What is Using My Power Pivot Memory?

As referenced in my previous post, the numbers I was getting for memory usage from Kasper’s VBA Script did not make sense to me. After taking the time to better understand how Power Pivot stores data… it became clear to me why.

Let’s look at what the script does, and does not, include… and figure out how much we care. Smile

What is being reported?

Recall that I had discussed two types of encoding: Hash encoding and Value encoding. The former is good for strings, and also for numeric values that are really “spread out”… 1, 10000, and 1000000. Value encoding is good for when the numbers are all clustered together… 10002, 10005, 100012. (We can just subtract 10002 from each number to get to 0, 3, 10… reducing the number of bits to store the numbers, and avoiding a hash table).

Okay, back to the script.

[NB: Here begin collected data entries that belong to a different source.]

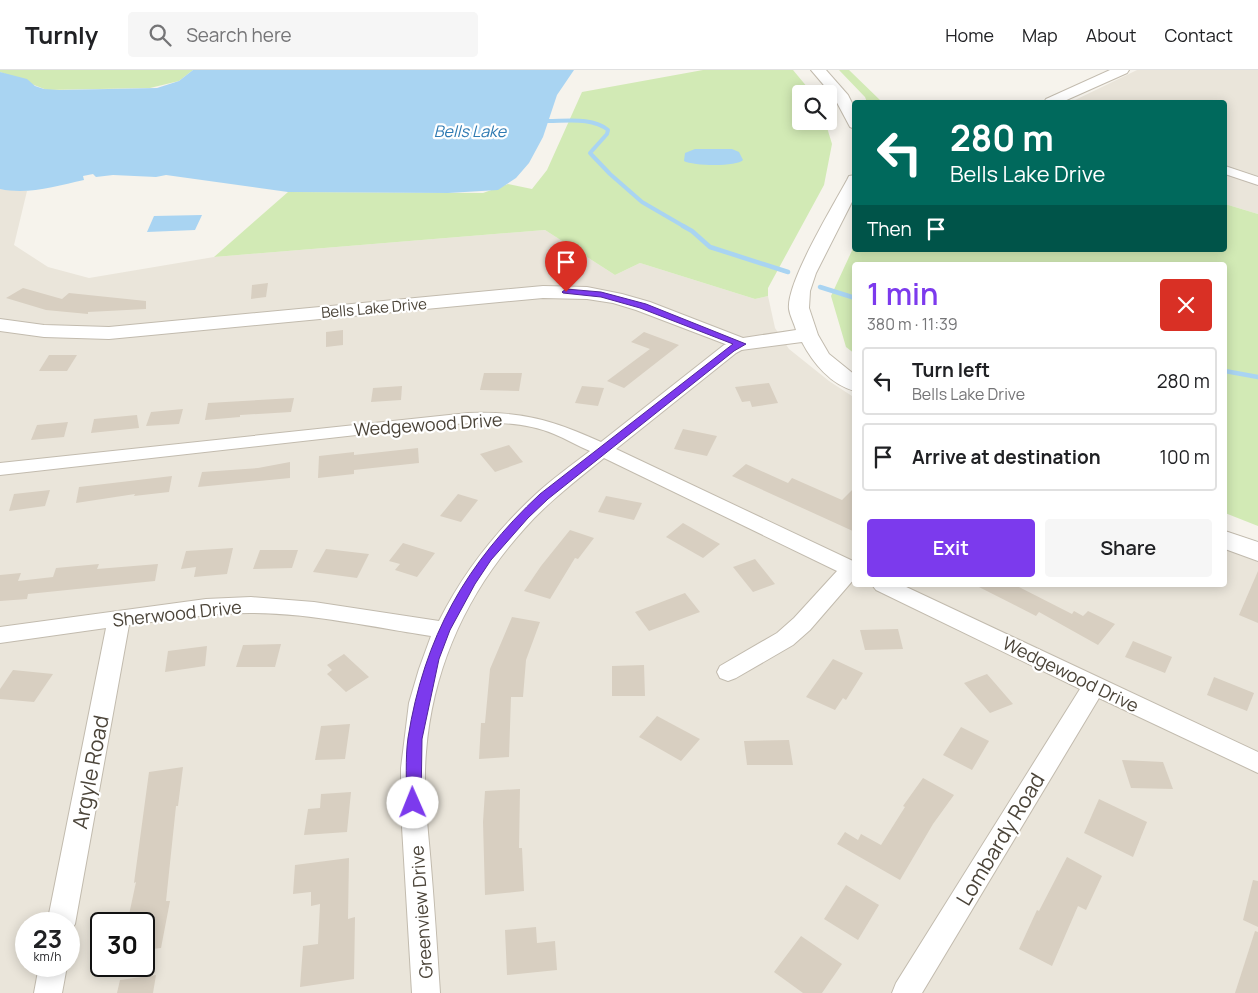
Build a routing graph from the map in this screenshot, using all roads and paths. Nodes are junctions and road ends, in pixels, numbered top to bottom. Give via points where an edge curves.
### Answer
1 (818, 70) edge
2 (1122, 70) edge
3 (1056, 100) edge
4 (852, 118) edge
5 (1227, 171) edge
6 (1258, 181) edge
7 (852, 186) edge
8 (0, 325) edge
9 (808, 336) junction
10 (741, 344) junction
11 (852, 383) edge
12 (603, 450) junction
13 (0, 469) edge
14 (1227, 540) edge
15 (1258, 552) edge
16 (852, 570) edge
17 (852, 571) edge
18 (888, 587) edge
19 (119, 619) junction
20 (444, 630) junction
21 (0, 635) edge
22 (728, 672) dead end
23 (1094, 686) junction
24 (1258, 764) edge
25 (63, 912) edge
26 (51, 977) edge
27 (48, 993) edge
28 (426, 993) edge
29 (906, 993) edge

1 - 4 street via 841,96
2 - 3 street
5 - 6 street
7 - 9 street via 800,291 799,308
8 - 10 street, Bells Lake Drive via 44,332 109,332 566,292 601,295 643,306
9 - 10 street, Greenview Drive
9 - 11 street via 820,357
10 - 12 street, Greenview Drive via 730,349
12 - 13 street, Wedgewood Drive via 542,424 509,418 474,417
12 - 16 street, Wedgewood Drive
12 - 20 street, Greenview Drive via 544,496 508,533 470,582
14 - 15 street
17 - 22 street via 785,639
18 - 23 street, Wedgewood Drive
19 - 20 street, Sherwood Drive via 206,607 251,605 314,610
19 - 21 street, Sherwood Drive
19 - 25 street, Argyle Road
20 - 28 street, Greenview Drive via 433,659 415,739 412,789
23 - 24 street, Wedgewood Drive
23 - 29 street, Lombardy Road
26 - 27 street

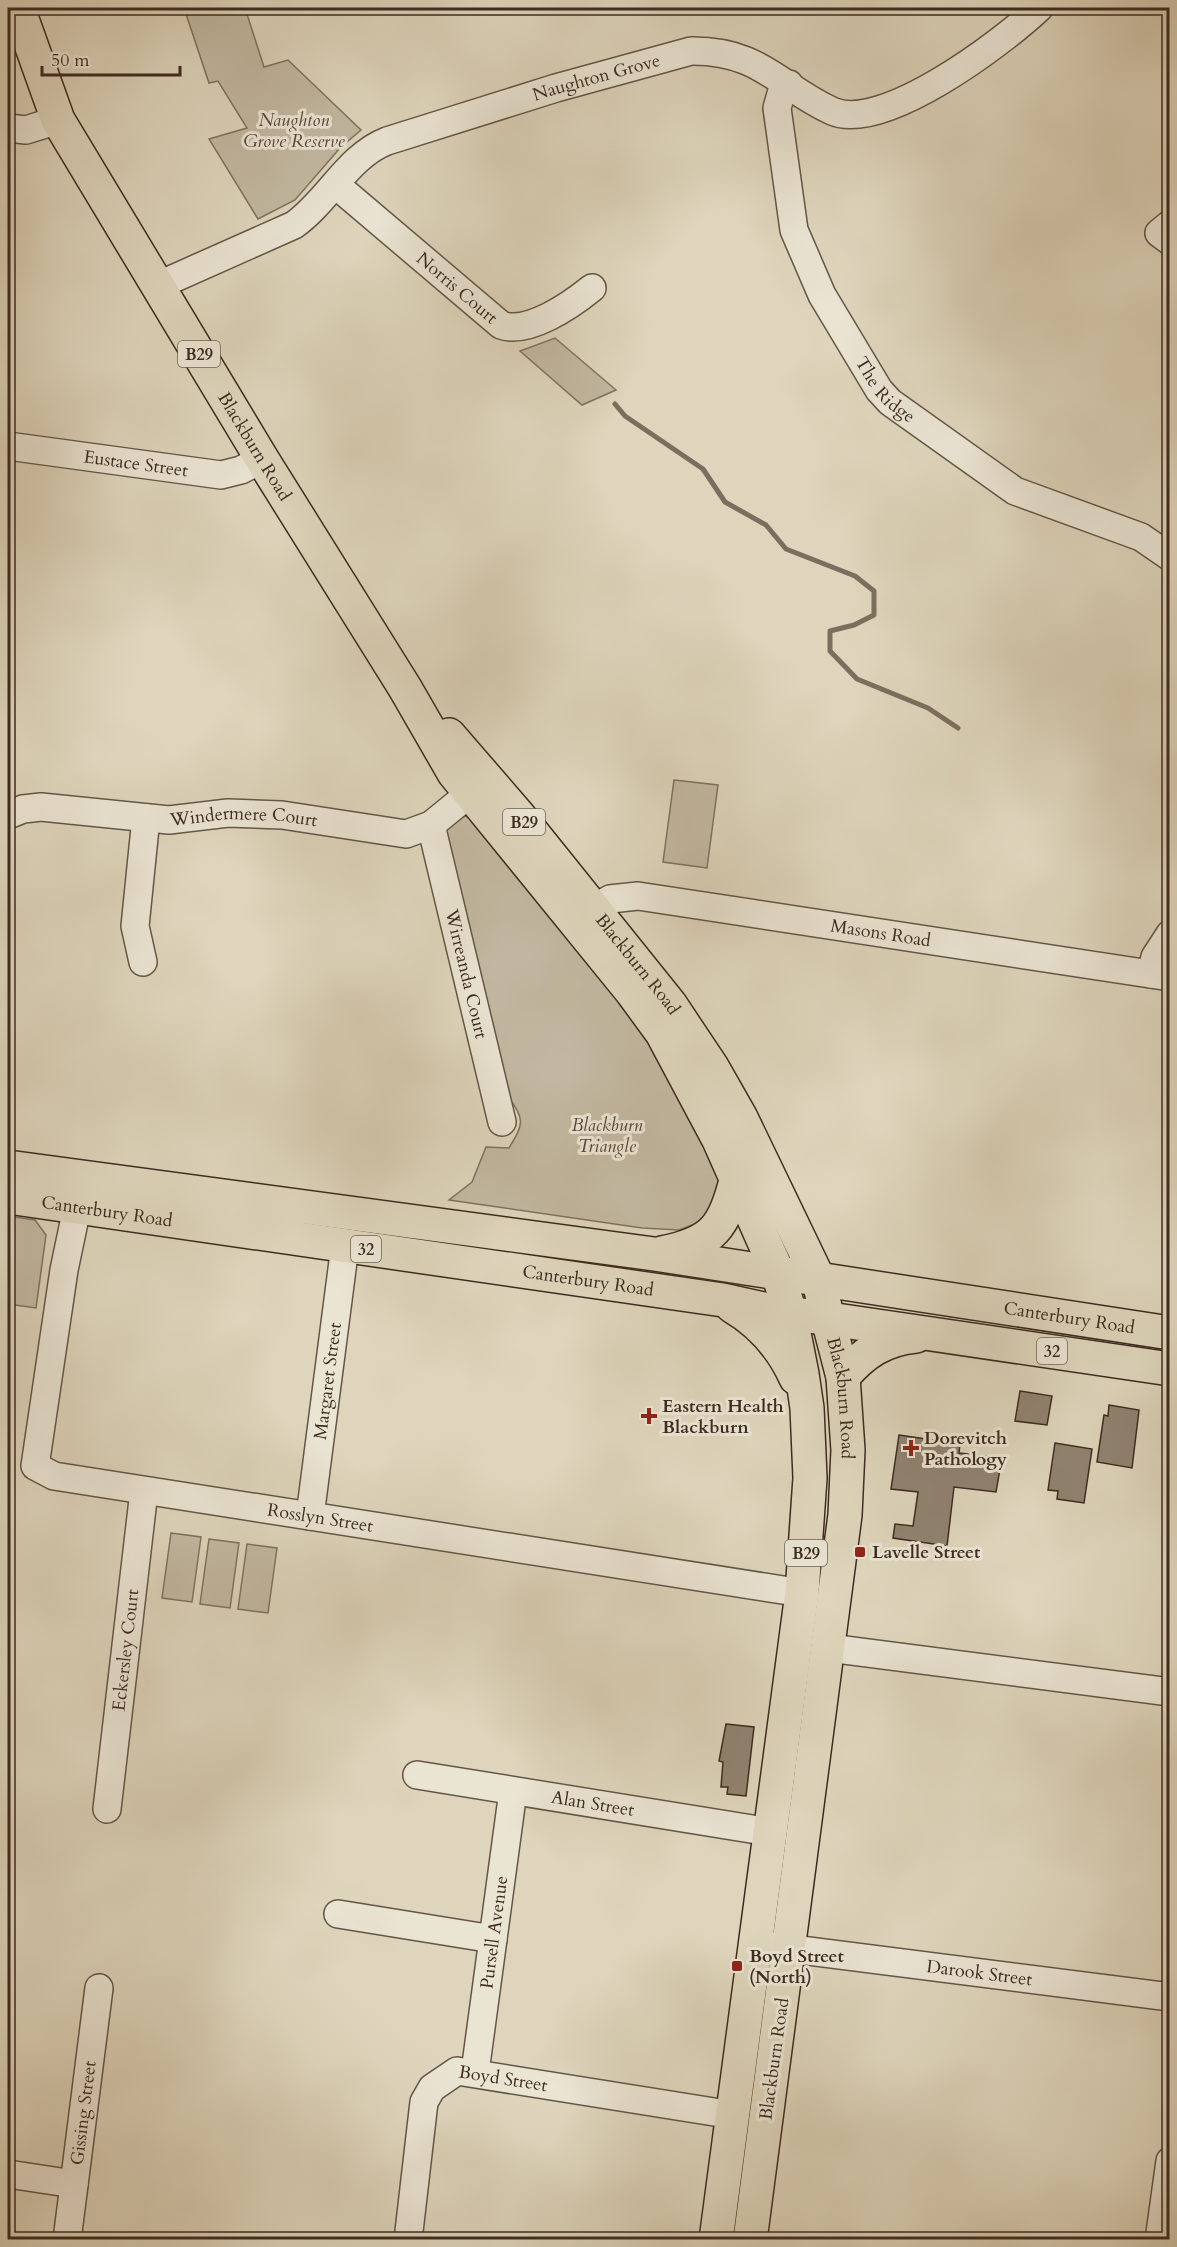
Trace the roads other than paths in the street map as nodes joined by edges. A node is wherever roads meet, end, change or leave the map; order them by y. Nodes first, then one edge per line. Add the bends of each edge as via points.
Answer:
1 (18, 8) edge
2 (1036, 9) edge
3 (789, 84) junction
4 (58, 120) junction
5 (8, 128) edge
6 (336, 185) junction
7 (1170, 224) edge
8 (1170, 241) edge
9 (157, 286) junction
10 (592, 288) dead end
11 (8, 446) edge
12 (262, 459) junction
13 (1170, 557) edge
14 (478, 786) junction
15 (8, 815) edge
16 (519, 816) junction
17 (146, 818) junction
18 (431, 825) junction
19 (531, 870) junction
20 (585, 915) junction
21 (1170, 934) edge
22 (143, 962) dead end
23 (1160, 976) edge
24 (502, 1122) dead end
25 (8, 1167) edge
26 (737, 1177) junction
27 (64, 1195) junction
28 (8, 1197) edge
29 (345, 1246) junction
30 (654, 1254) junction
31 (778, 1273) junction
32 (818, 1278) junction
33 (723, 1300) junction
34 (790, 1313) junction
35 (828, 1319) junction
36 (1170, 1333) edge
37 (935, 1334) junction
38 (1170, 1369) edge
39 (843, 1377) junction
40 (807, 1408) junction
41 (144, 1491) junction
42 (310, 1516) junction
43 (802, 1593) junction
44 (829, 1648) junction
45 (1170, 1692) edge
46 (417, 1775) dead end
47 (513, 1791) junction
48 (107, 1809) dead end
49 (770, 1832) junction
50 (338, 1914) dead end
51 (494, 1939) junction
52 (755, 1945) junction
53 (788, 1949) junction
54 (99, 1988) dead end
55 (1170, 1997) edge
56 (474, 2072) junction
57 (733, 2115) junction
58 (1170, 2162) edge
59 (8, 2174) edge
60 (74, 2184) junction
61 (67, 2240) edge
62 (408, 2240) edge
63 (716, 2240) edge
64 (750, 2240) edge
65 (1159, 2240) edge

1 - 4 main road, Blackburn Road / B29
2 - 3 street, Naughton Grove via 1008,36 973,60 873,113 858,116 835,112
3 - 6 street, Naughton Grove via 759,65 734,57 710,51 682,53 387,141 366,151
3 - 13 street, The Ridge via 777,108 794,230 822,295 879,390 890,402 1015,491 1141,537
4 - 5 street via 26,130
4 - 9 main road, Blackburn Road / B29
6 - 9 street, Naughton Grove via 294,225
6 - 10 street, Norris Court via 501,325 512,329 525,326 566,307
7 - 8 street via 1159,233
9 - 12 main road, Blackburn Road / B29
11 - 12 street, Eustace Street via 221,475
12 - 14 main road, Blackburn Road / B29 via 405,688
14 - 16 main road, Blackburn Road / B29
14 - 18 street, Windermere Court
14 - 19 main road, Blackburn Road / B29
15 - 17 street, Windermere Court via 23,809 60,807
16 - 19 main road
16 - 20 main road, Blackburn Road / B29
17 - 18 street, Windermere Court via 191,819 228,813 282,815 406,834
17 - 22 street via 135,926
18 - 24 street, Wirreanda Court
19 - 20 main road, Blackburn Road / B29
20 - 23 street, Masons Road via 610,899 638,896
20 - 26 main road, Blackburn Road / B29 via 662,1033
20 - 32 main road, Blackburn Road / B29 via 670,1004 712,1067
21 - 23 street via 1155,957
25 - 27 main road, Canterbury Road / 32
26 - 30 main road via 725,1216 714,1232 681,1249
26 - 31 main road, Blackburn Road / B29
27 - 28 main road, Canterbury Road / 32
27 - 29 main road, Canterbury Road / 32
27 - 30 main road, Canterbury Road / 32
27 - 41 street, Rosslyn Street via 64,1270 35,1466 54,1476
29 - 33 main road, Canterbury Road / 32
29 - 42 street, Margaret Street
30 - 31 main road, Canterbury Road / 32
31 - 32 main road, Canterbury Road / 32
31 - 34 main road, Blackburn Road / B29
32 - 35 main road, Blackburn Road / B29
32 - 36 main road, Canterbury Road / 32
33 - 34 main road, Canterbury Road / 32
33 - 40 main road via 753,1318 778,1347 788,1361
34 - 35 main road, Canterbury Road / 32
34 - 40 main road, Blackburn Road / B29
35 - 37 main road, Canterbury Road / 32
35 - 39 main road, Blackburn Road / B29
37 - 38 main road, Canterbury Road / 32
37 - 39 main road via 893,1338 864,1354
39 - 44 main road, Blackburn Road / B29 via 848,1483
40 - 43 main road, Blackburn Road / B29 via 809,1511
41 - 42 street, Rosslyn Street
41 - 48 street, Eckersley Court
42 - 43 street, Rosslyn Street
43 - 49 main road, Blackburn Road / B29
44 - 45 street
44 - 53 main road, Blackburn Road / B29
46 - 47 street, Alan Street
47 - 49 street, Alan Street
47 - 51 street, Pursell Avenue
49 - 52 main road, Blackburn Road / B29
50 - 51 street
51 - 56 street, Pursell Avenue
52 - 53 street, Darook Street
52 - 57 main road, Blackburn Road / B29
53 - 55 street, Darook Street
53 - 64 main road, Blackburn Road / B29
54 - 60 street, Gissing Street
56 - 57 street, Boyd Street
56 - 62 street, Boyd Street via 458,2071 443,2079 424,2102
57 - 63 main road, Blackburn Road / B29
58 - 65 street
59 - 60 street
60 - 61 street, Gissing Street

It works by querying the DMVs (Dynamic Management Views), in particular, the “size” reported from the script comes from dictionary_size field of the $system.DISCOVER_STORAGE_TABLE_COLUMNS view.

sQuery = “SELECT dimension_name, attribute_name, DataType,(dictionary_size/1024) AS dictionary_size ” & _
“FROM $system.DISCOVER_STORAGE_TABLE_COLUMNS ” & _
“WHERE dictionary_size > 0”

So, it is reporting the size of some dictionary. What dictionary!? Hint: It rhymes with Sash Label. Stash Fable? Mash Cable? Lash Table? Bash Gable? Wow, it apparently rhymes with a lot of things. Also, I had to search for “Gable” on the internet to remind myself what it was. I have issues.

Anyway, Kasper’s script is LITERALLY only reporting on the size of the hash table. At first blush, I was like … WHAT THE HELLS KASPER!? Broken heart So…

In Defense of Kasper (or his script, or both)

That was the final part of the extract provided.